Она протянула мне второй концерт Брамса, опус 58, свернулась клубочком на кушетке и смотрела, как я медленно усаживаюсь за пианолу…

— Послушайте, да ведь это чудесно, — сказала она, когда я Кончил. — Вот уж не думала, что эти штуки так играют. Я прямо взволнована…

Она подошла и стала рядом, наблюдая за мной.

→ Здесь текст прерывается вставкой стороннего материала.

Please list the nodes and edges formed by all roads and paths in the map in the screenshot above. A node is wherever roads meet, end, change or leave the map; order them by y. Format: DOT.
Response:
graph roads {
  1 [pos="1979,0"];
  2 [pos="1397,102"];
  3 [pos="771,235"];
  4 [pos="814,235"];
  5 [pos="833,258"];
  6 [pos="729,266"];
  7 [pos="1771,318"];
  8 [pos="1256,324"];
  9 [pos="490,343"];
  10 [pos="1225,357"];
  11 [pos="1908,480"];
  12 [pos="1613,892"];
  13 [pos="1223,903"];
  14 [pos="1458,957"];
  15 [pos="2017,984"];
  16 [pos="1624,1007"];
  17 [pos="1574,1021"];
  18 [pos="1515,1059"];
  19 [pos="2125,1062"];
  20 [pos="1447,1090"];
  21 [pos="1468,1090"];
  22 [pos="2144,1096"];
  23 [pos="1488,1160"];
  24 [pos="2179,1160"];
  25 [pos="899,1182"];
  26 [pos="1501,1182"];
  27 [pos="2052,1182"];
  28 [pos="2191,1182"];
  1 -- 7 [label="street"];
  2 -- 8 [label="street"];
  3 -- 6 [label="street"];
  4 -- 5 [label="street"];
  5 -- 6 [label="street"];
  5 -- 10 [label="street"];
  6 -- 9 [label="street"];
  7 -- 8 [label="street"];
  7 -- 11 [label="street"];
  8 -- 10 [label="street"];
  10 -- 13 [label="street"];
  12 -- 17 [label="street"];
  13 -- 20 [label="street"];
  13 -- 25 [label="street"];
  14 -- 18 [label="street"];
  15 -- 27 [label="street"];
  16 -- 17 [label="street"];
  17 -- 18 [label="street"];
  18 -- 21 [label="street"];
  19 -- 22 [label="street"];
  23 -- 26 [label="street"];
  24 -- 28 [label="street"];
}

— Пусть будет настоящий концерт, — сказала она вдруг и принужденно засмеялась, роясь в ящичках. — Теперь… теперь что достать? — Она опять остановилась на Брамсе. Потом выбрала «Крейцерову сонату». Удивительно, как много домыслов внес в нее Толстой, как извратил, сделал из нее какой-то символ позора и интимности. Когда я играл первую часть, Беатриса подошла к пианоле и в раздумье склонилась надо мной. Я сидел, не шевелясь, и ждал…

Вдруг она обхватила мою склоненную голову и поцеловала мои волосы. Потом сжала руками мое лицо и поцеловала в губы. Я притянул ее к себе, и мы поцеловались. Я вскочил и обнял ее крепче.

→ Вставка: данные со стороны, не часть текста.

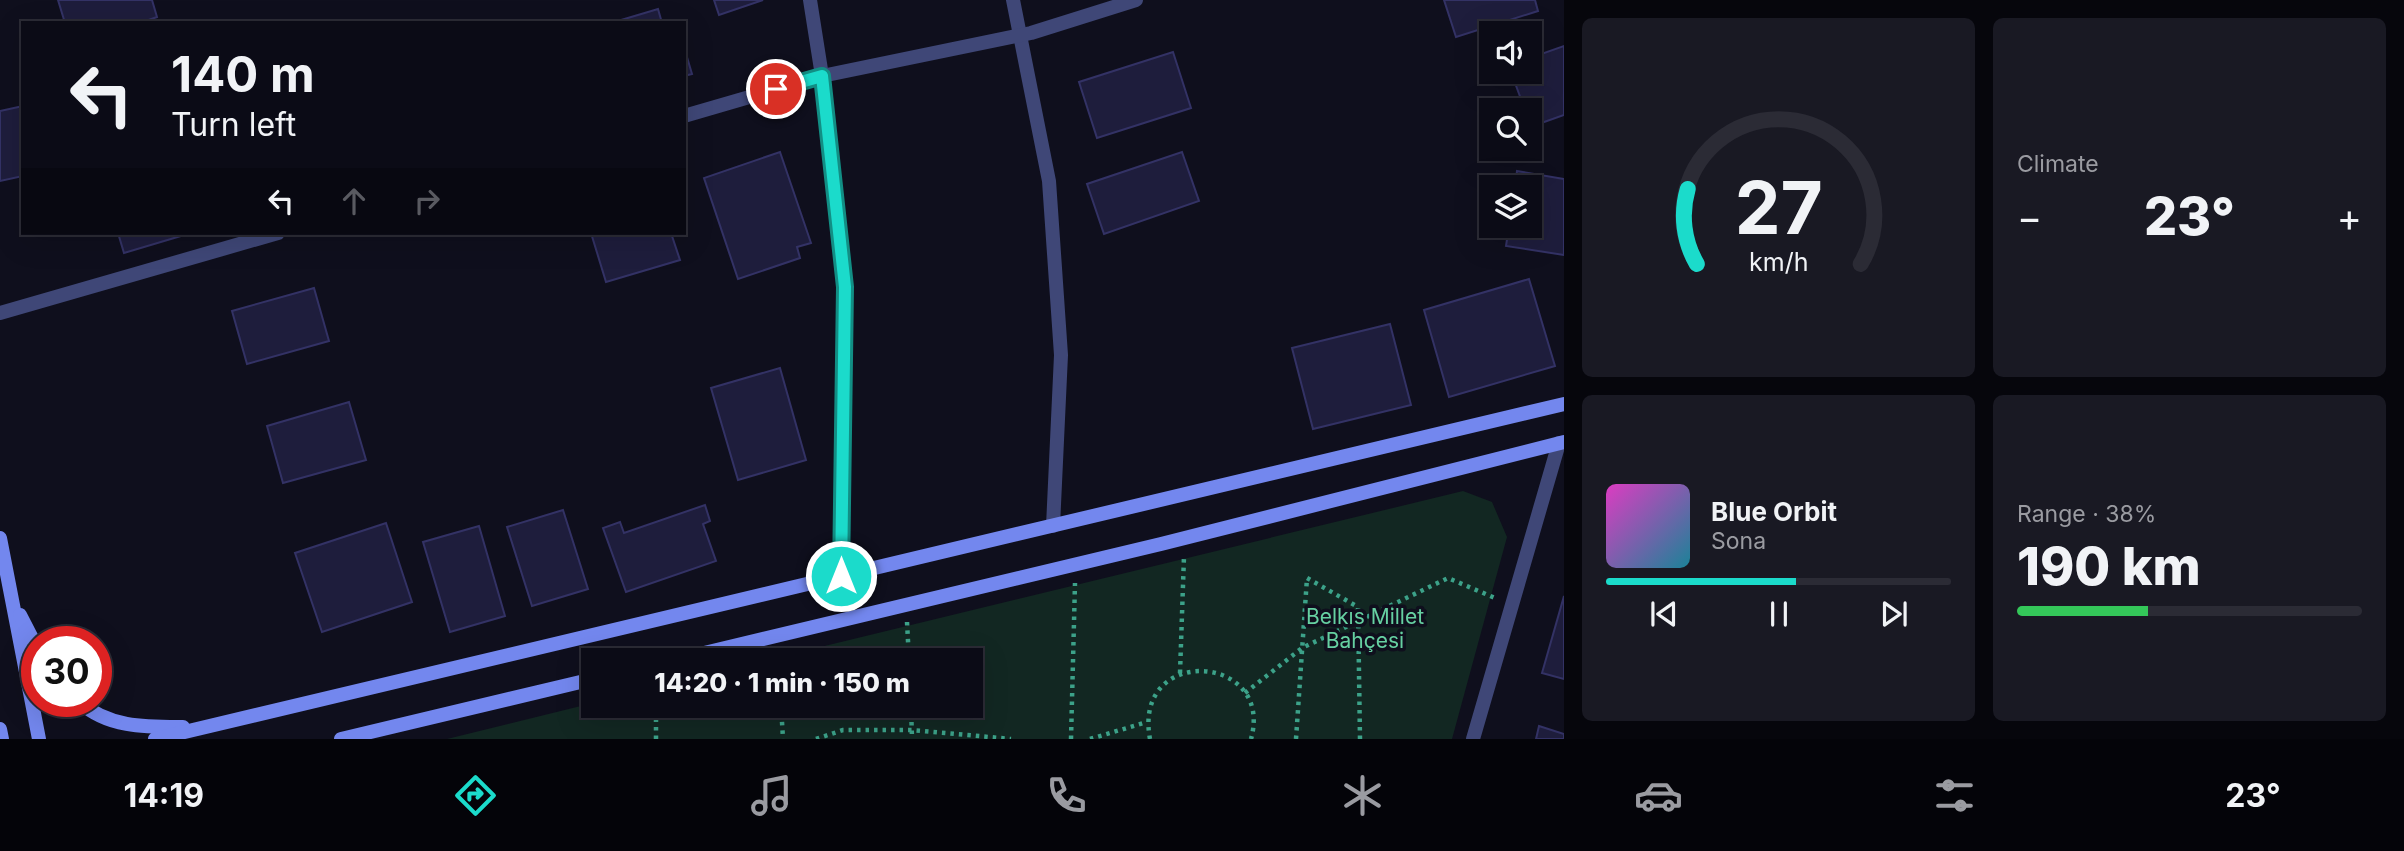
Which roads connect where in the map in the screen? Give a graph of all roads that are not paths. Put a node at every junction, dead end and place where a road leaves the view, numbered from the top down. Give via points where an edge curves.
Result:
1 (810, 0) edge
2 (1013, 0) edge
3 (1136, 0) edge
4 (1021, 35) junction
5 (822, 76) junction
6 (686, 115) edge
7 (271, 235) edge
8 (0, 313) edge
9 (1564, 404) edge
10 (1562, 442) edge
11 (1053, 526) junction
12 (0, 538) edge
13 (841, 576) junction
14 (11, 597) junction
15 (26, 626) edge
16 (725, 648) edge
17 (581, 682) edge
18 (106, 717) edge
19 (205, 727) junction
20 (0, 729) edge
21 (2, 739) edge
22 (39, 739) edge
23 (155, 739) edge
24 (341, 739) edge
25 (1473, 739) edge

1 - 5 street
2 - 4 street
3 - 4 street
4 - 5 street
4 - 11 street via 1049,181 1062,355
5 - 6 street
5 - 13 street via 845,287
7 - 8 street
9 - 11 street
10 - 16 street
10 - 25 street
11 - 13 street
12 - 14 street
13 - 19 street
14 - 15 street
14 - 22 street
17 - 24 street
18 - 19 street via 121,724
19 - 23 street
20 - 21 street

— Беатриса, — сказал я, — Беатриса!

— Милый, — прошептала она, почти не дыша и тоже обнимая меня. — О милый!

Любовь, как и все в беспредельном хаосе нашего общества, — игрушка судьбы, она бесплодна, от всего оторвана. И моя любовь к Беатрисе не была связана с другими событиями, она имела значение лишь сама по себе — это и знаменательно, и именно потому я о ней рассказываю. Она рдеет в моей памяти, подобно причудливому цветку, вдруг распустившемуся на обломках катастрофы. Почти две недели мы были вместе и любили друг друга. Опять это могучее чувство, которое наша неразумная цивилизация заковывает в кандалы, калечит, обрекает на бесплодие и унижения, овладело мною, захлестнуло пылкой страстью и торжественной радостью, и все это, представьте себе, оказалось пустым и напрасным. Опять я был во власти убеждения: «Это важно. Это важнее всего на свете». Мы оба, и я и Беатриса, были бесконечно серьезны в своем счастье. Не помню, чтоб мы хоть раз смеялись.

Счастье длилось двенадцать дней — с первой встречи в моем шале и до нашей разлуки.

Стояли прекрасные летние дни, луна прибывала, и только под самый конец погода испортилась. Забыв обо всем, мы встречались каждый день. Мы были так поглощены друг другом, своими разговорами, так полны нашим счастьем, что не думали таиться. Мы встречались почти открыто… Мы говорили обо всем, что приходило в голову, и о самих себе. Мы любили. Предупреждали желания друг друга. Нет у меня таких слов, чтобы рассказать, как преобразилась для нас жизнь. И дело не в реальных вещах. Все, чего бы мы ни касались, самое незначительное, становилось чудесным. Разве я могу описать безграничную нежность, и восторг, и полноту обладания?